▶ What is being asked
Return the entries below word for word; no images should appear in the copy.

--- Records for the exercise ---

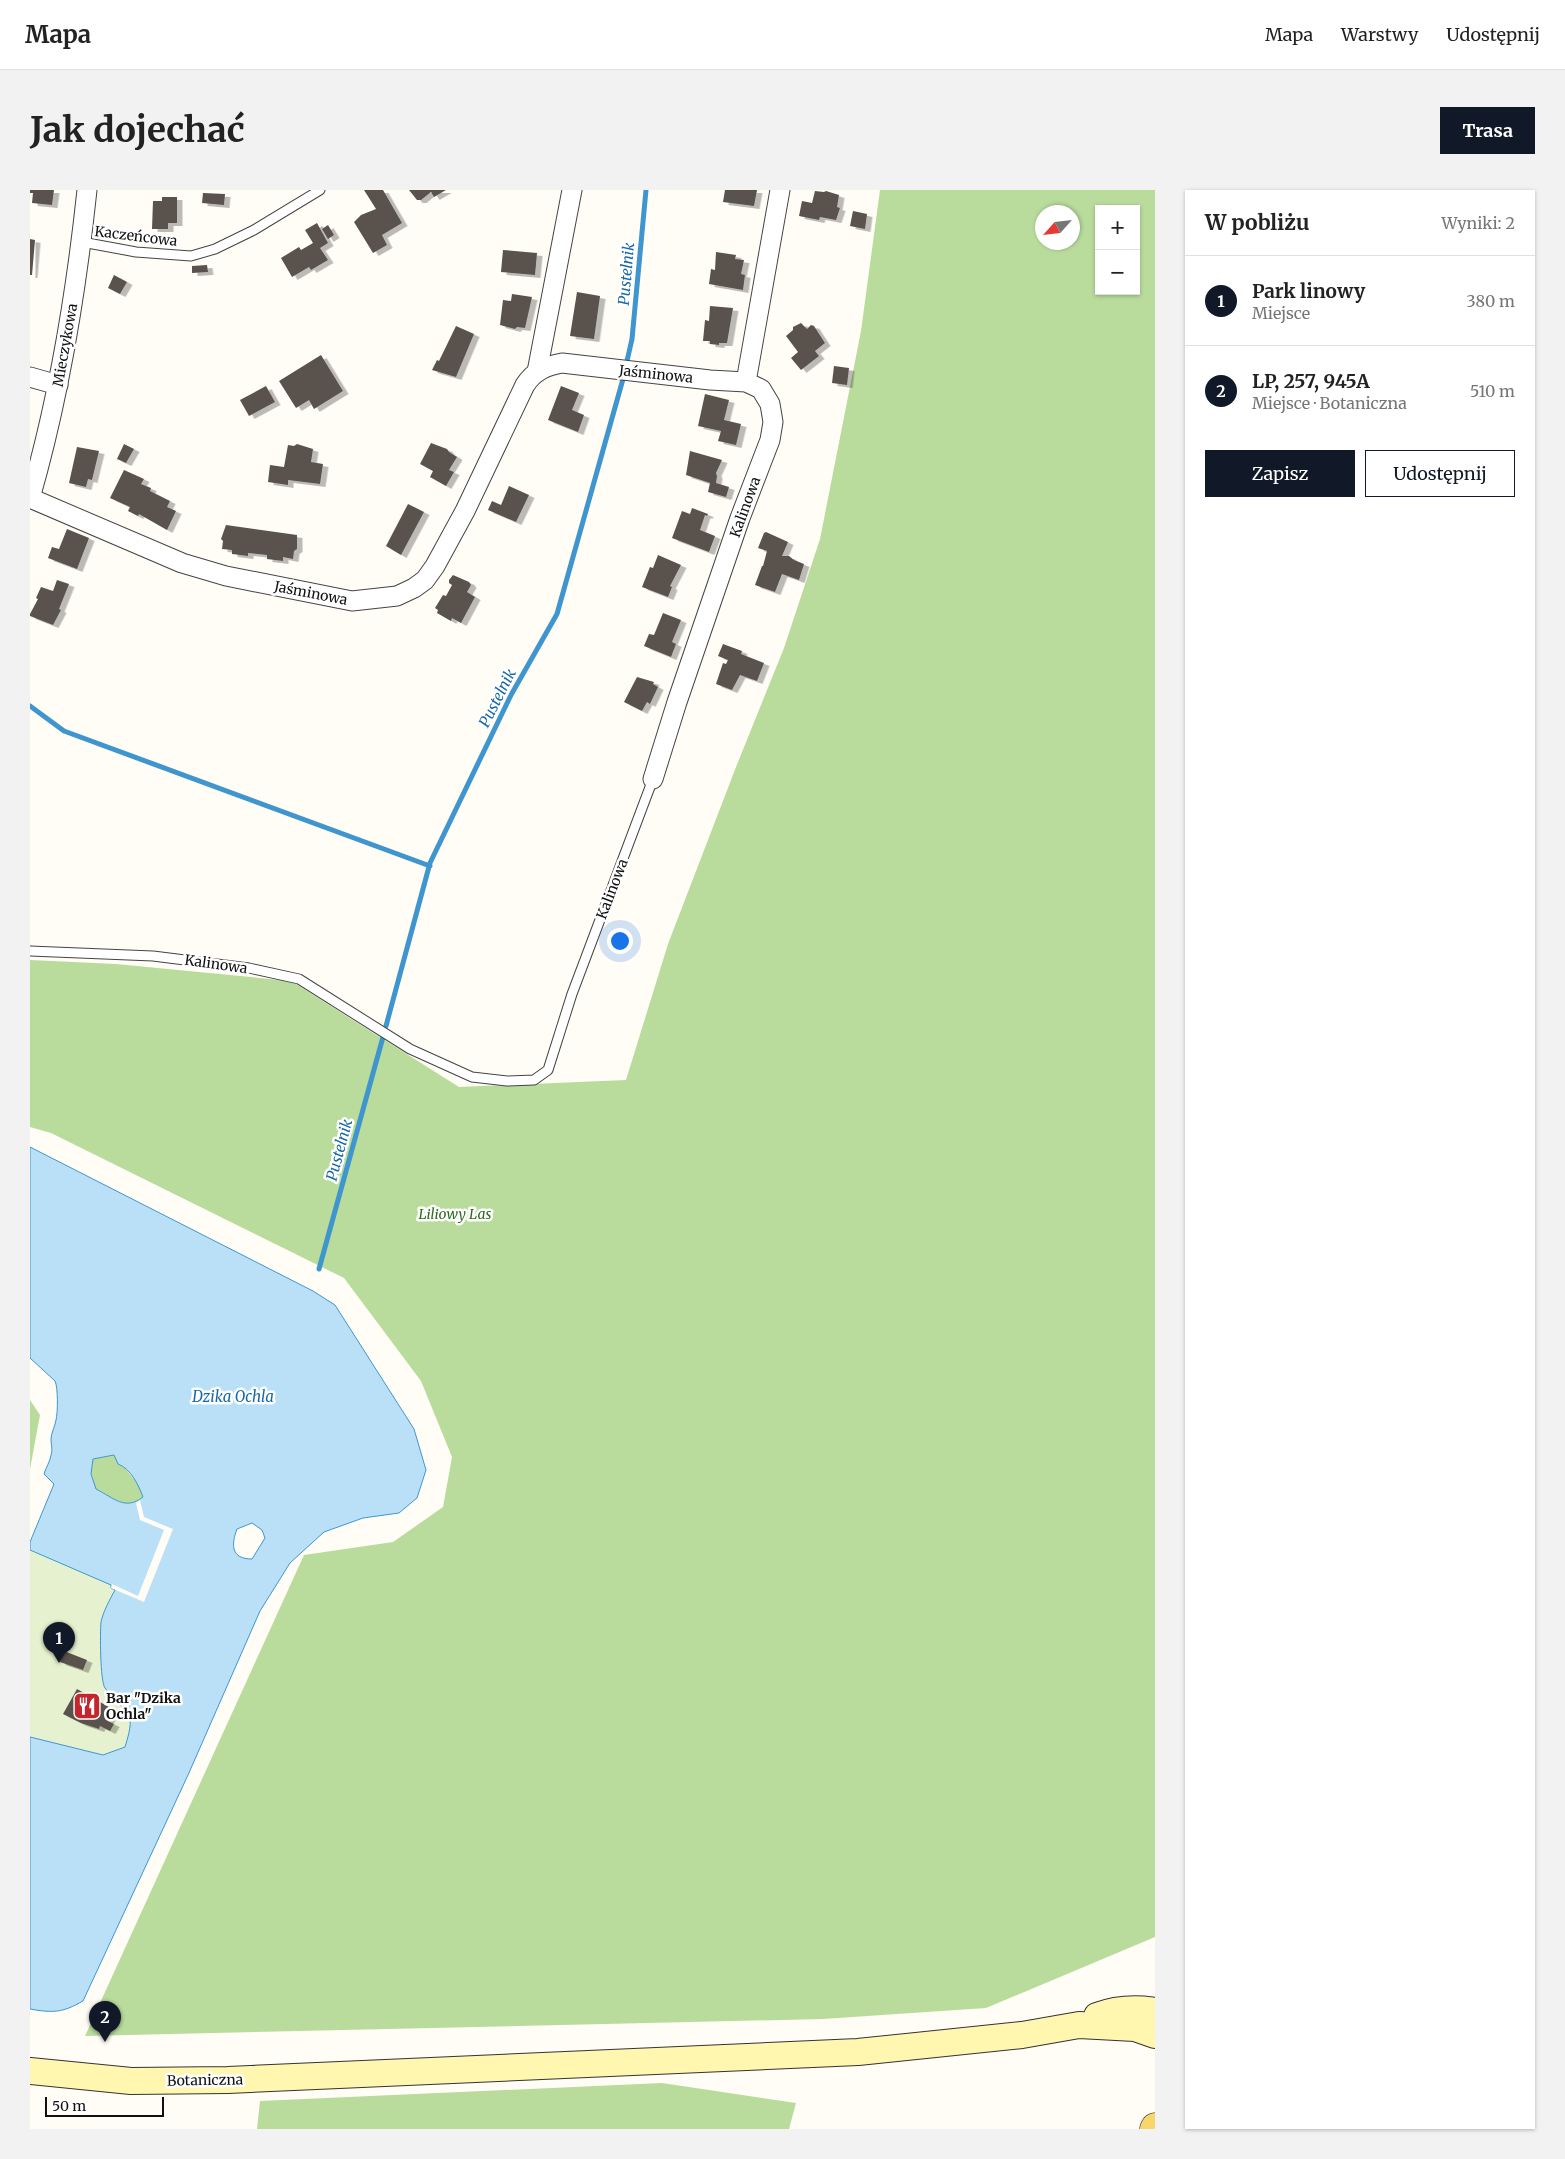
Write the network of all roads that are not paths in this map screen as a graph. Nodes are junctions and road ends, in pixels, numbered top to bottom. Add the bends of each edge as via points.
1 (87, 190) edge
2 (320, 190) edge
3 (572, 190) edge
4 (780, 190) edge
5 (82, 242) junction
6 (537, 372) junction
7 (30, 377) edge
8 (746, 382) junction
9 (58, 385) junction
10 (30, 498) edge
11 (653, 779) joint
12 (30, 951) edge
13 (1155, 2011) edge
14 (1078, 2025) junction
15 (1155, 2035) edge
16 (30, 2070) edge

1 - 5 street, Mieczykowa
2 - 5 lane, Kaczeńcowa via 254,230 216,249 191,256 136,252
3 - 6 street, Jaśminowa
4 - 8 street
5 - 9 street, Mieczykowa
6 - 8 street, Jaśminowa via 548,365 562,363
6 - 10 street, Jaśminowa via 525,385 465,512 435,566 425,580 397,596 352,602 226,576 182,563
7 - 9 street
8 - 11 street, Kalinowa via 761,389 770,404 774,422 770,440 740,518
9 - 10 street, Mieczykowa
11 - 12 lane, Kalinowa via 572,994 548,1070 534,1080 472,1077 410,1049 299,979 249,968 153,956
13 - 14 main road via 1143,2008 1119,2011 1099,2015
14 - 15 main road via 1135,2028
14 - 16 main road, Botaniczna via 1022,2035 858,2052 228,2080 131,2081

---

▶ Written reply
Write the network of all roads that are not paths in this map screen as a graph. Nodes are junctions and road ends, in pixels, numbered top to bottom. Add the bends of each edge as via points.
1 (87, 190) edge
2 (320, 190) edge
3 (572, 190) edge
4 (780, 190) edge
5 (82, 242) junction
6 (537, 372) junction
7 (30, 377) edge
8 (746, 382) junction
9 (58, 385) junction
10 (30, 498) edge
11 (653, 779) joint
12 (30, 951) edge
13 (1155, 2011) edge
14 (1078, 2025) junction
15 (1155, 2035) edge
16 (30, 2070) edge

1 - 5 street, Mieczykowa
2 - 5 lane, Kaczeńcowa via 254,230 216,249 191,256 136,252
3 - 6 street, Jaśminowa
4 - 8 street
5 - 9 street, Mieczykowa
6 - 8 street, Jaśminowa via 548,365 562,363
6 - 10 street, Jaśminowa via 525,385 465,512 435,566 425,580 397,596 352,602 226,576 182,563
7 - 9 street
8 - 11 street, Kalinowa via 761,389 770,404 774,422 770,440 740,518
9 - 10 street, Mieczykowa
11 - 12 lane, Kalinowa via 572,994 548,1070 534,1080 472,1077 410,1049 299,979 249,968 153,956
13 - 14 main road via 1143,2008 1119,2011 1099,2015
14 - 15 main road via 1135,2028
14 - 16 main road, Botaniczna via 1022,2035 858,2052 228,2080 131,2081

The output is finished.